Task to complete – Please report how many lines of the following entries hold the word "data", giving the number alone.

----

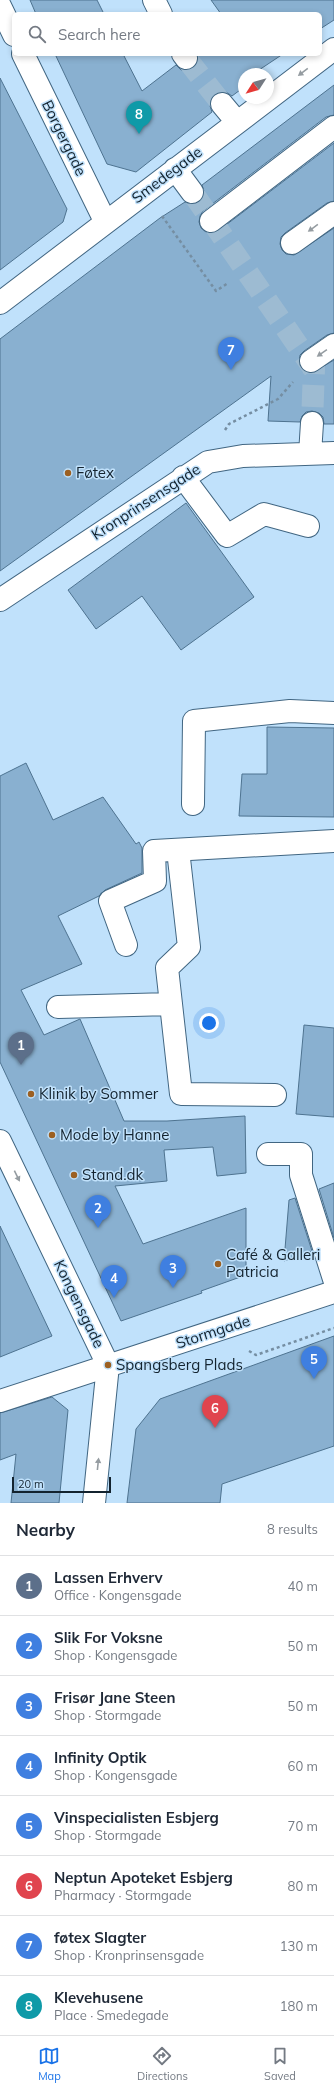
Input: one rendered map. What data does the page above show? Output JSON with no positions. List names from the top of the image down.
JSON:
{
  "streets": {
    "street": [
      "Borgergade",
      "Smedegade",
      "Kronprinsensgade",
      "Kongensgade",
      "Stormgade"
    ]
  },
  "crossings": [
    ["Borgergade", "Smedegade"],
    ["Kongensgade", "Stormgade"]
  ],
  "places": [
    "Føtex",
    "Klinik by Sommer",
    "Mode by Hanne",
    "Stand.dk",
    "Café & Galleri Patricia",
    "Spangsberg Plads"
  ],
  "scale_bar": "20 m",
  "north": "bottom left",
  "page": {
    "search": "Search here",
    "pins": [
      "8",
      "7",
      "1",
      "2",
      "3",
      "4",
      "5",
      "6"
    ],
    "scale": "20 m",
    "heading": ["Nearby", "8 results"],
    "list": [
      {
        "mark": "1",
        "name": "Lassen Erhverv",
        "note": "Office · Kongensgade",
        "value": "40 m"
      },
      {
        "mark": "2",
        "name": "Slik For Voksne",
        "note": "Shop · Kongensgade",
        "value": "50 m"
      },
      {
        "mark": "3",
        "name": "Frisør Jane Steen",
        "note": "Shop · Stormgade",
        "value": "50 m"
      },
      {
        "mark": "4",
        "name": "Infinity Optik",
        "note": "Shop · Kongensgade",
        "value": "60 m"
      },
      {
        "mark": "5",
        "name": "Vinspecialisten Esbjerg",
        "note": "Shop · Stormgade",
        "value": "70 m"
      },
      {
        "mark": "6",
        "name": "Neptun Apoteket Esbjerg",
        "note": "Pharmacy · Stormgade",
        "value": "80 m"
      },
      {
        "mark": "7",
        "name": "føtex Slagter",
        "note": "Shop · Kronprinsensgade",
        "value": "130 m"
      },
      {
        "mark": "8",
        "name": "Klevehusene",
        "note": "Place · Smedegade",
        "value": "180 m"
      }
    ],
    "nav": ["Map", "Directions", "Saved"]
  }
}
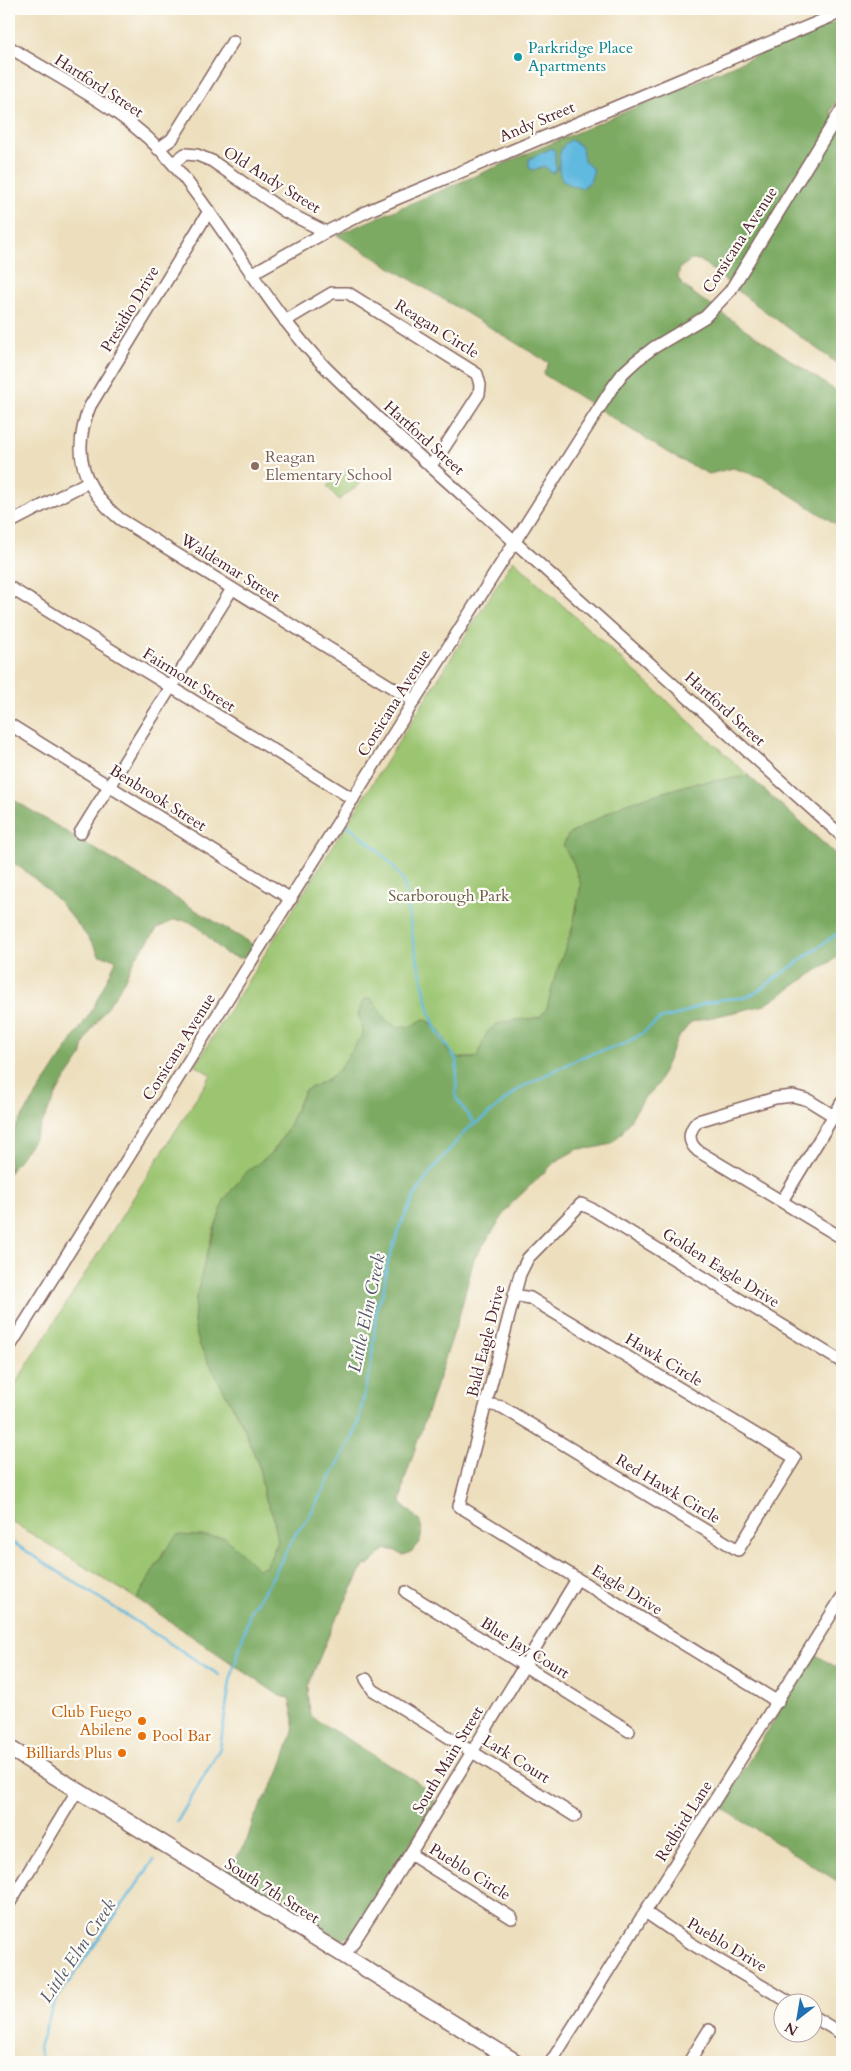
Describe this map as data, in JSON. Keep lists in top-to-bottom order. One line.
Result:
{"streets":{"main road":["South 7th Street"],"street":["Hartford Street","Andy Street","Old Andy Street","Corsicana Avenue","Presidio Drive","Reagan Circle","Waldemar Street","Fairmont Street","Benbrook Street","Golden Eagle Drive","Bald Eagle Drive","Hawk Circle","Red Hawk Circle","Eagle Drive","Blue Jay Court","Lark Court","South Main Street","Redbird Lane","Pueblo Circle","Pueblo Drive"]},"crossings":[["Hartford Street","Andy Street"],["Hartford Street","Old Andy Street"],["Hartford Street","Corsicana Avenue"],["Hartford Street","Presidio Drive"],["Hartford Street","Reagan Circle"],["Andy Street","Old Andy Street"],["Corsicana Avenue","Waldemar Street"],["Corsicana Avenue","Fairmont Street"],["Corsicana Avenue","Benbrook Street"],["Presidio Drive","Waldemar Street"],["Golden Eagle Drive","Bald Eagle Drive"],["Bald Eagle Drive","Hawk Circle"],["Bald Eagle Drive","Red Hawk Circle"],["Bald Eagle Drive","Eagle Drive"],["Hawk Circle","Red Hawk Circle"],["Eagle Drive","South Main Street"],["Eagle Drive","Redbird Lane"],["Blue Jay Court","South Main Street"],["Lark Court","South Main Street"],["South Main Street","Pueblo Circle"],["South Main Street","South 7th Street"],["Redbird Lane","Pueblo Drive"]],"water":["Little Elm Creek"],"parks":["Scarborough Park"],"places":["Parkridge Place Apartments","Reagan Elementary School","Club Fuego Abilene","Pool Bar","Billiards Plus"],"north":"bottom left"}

----

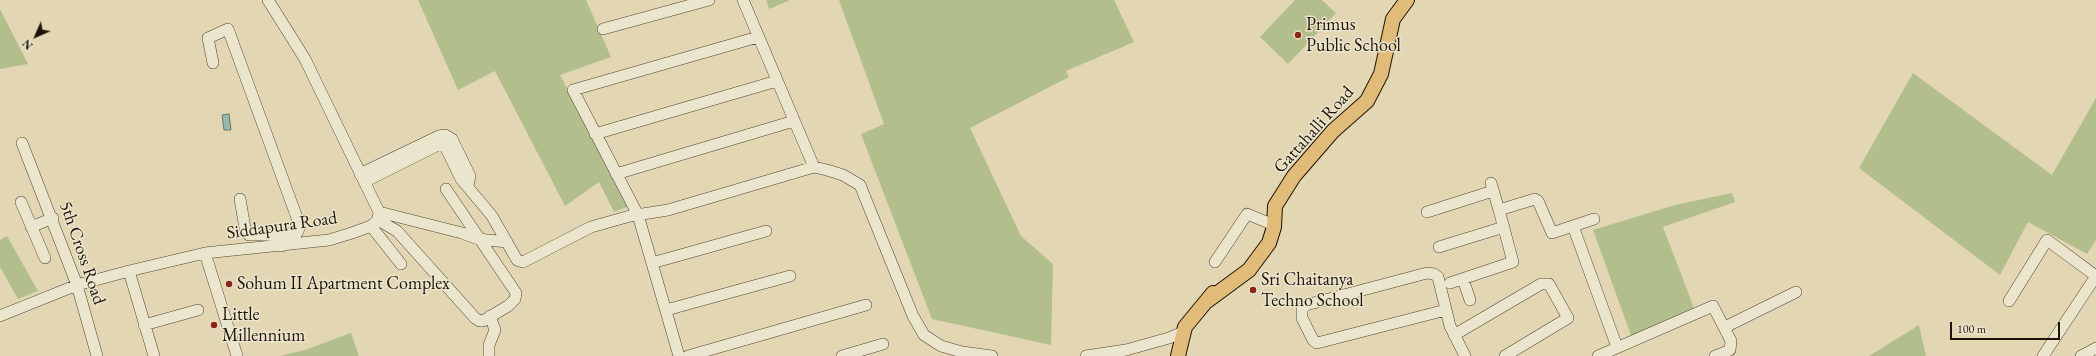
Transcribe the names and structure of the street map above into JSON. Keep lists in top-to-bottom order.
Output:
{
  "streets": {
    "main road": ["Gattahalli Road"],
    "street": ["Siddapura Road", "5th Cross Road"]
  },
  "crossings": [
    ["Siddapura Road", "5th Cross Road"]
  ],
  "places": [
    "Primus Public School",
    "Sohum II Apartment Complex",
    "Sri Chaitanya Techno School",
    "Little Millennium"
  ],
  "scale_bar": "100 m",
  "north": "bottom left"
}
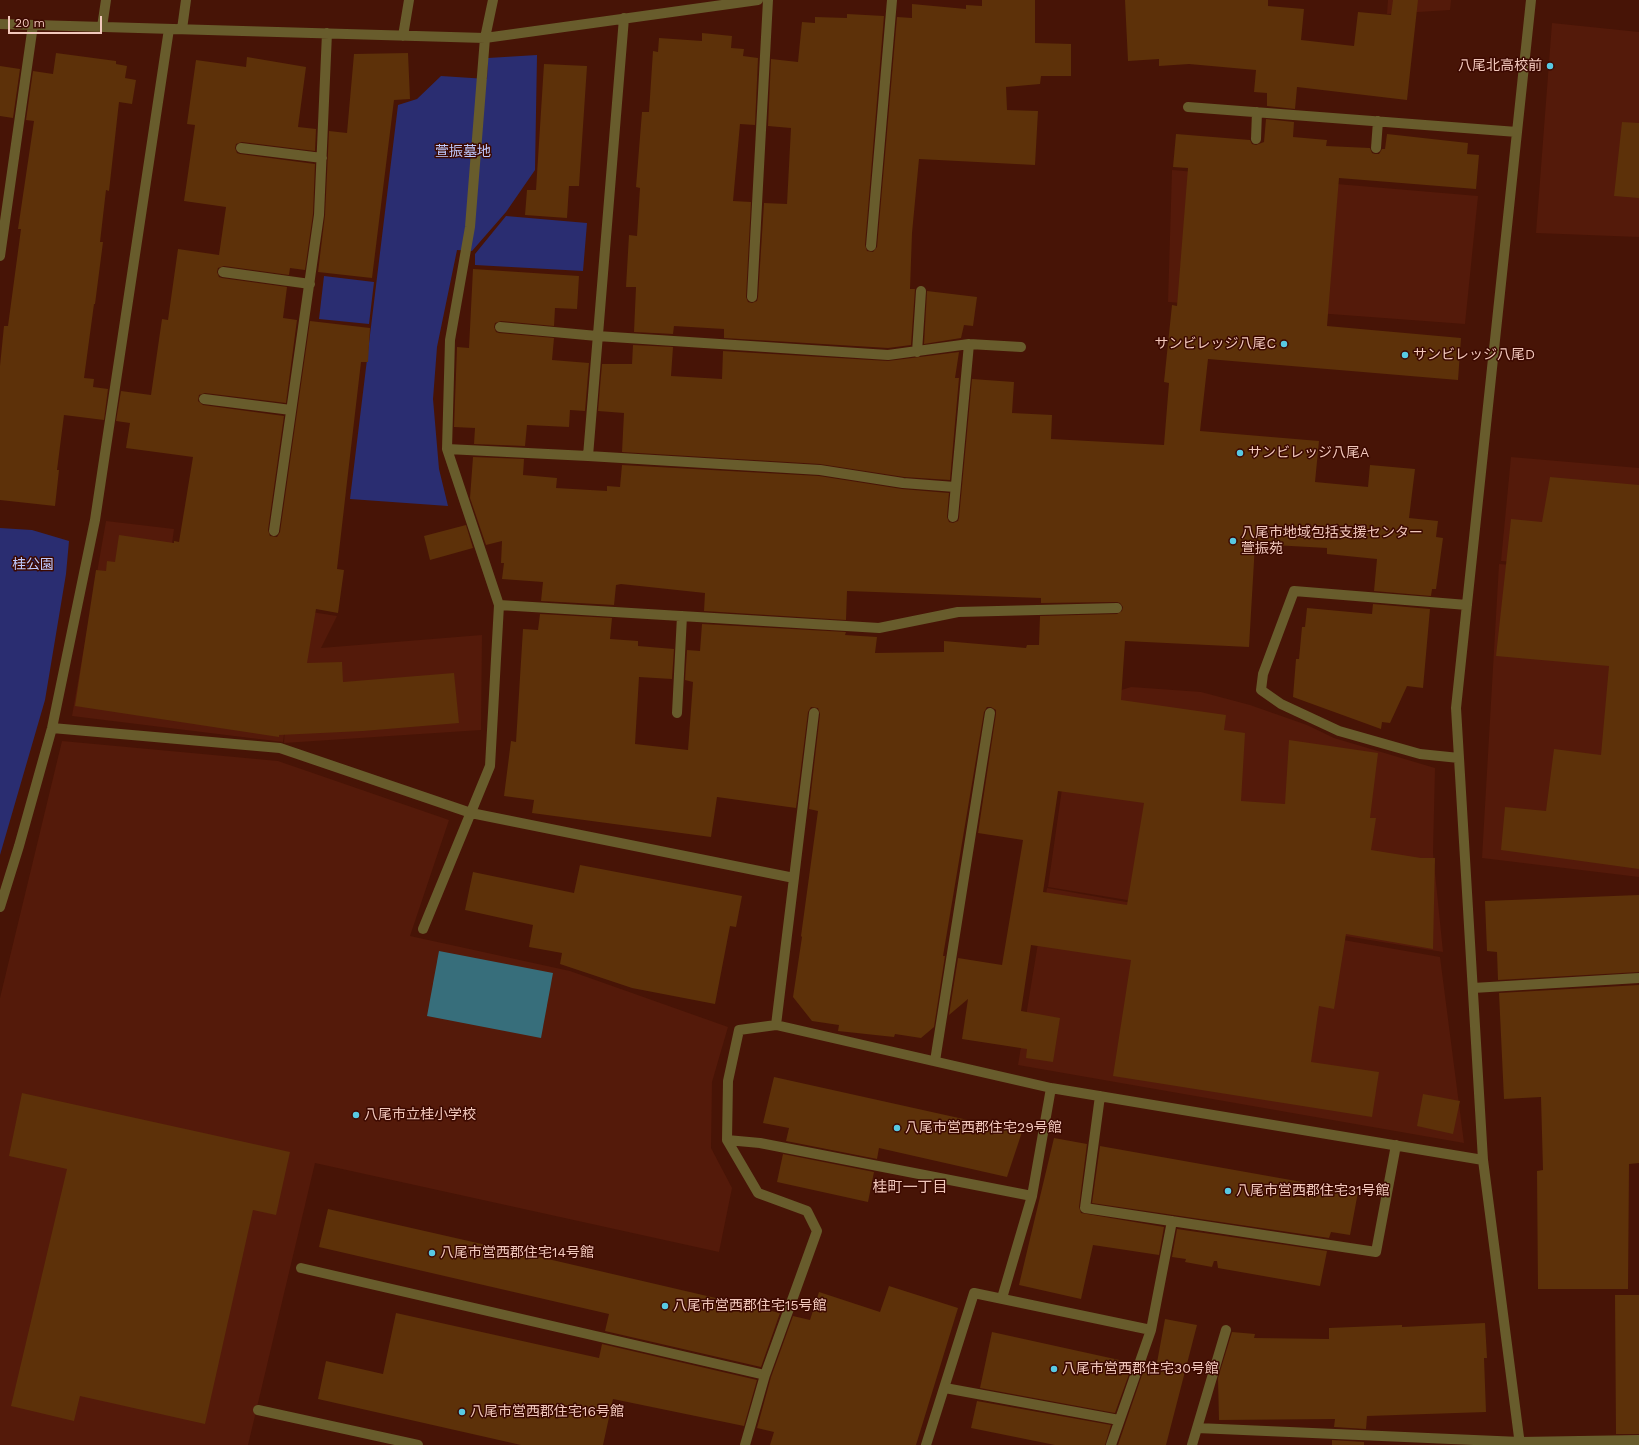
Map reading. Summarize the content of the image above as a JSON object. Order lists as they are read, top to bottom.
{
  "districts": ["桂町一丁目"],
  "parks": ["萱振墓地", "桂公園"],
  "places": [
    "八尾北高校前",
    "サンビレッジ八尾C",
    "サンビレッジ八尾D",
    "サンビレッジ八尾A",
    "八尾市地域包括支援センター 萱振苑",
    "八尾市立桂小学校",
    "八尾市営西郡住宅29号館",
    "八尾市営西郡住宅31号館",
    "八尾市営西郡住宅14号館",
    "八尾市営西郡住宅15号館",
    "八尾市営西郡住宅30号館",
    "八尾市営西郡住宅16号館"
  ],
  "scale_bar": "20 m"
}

----

Exercise output – 2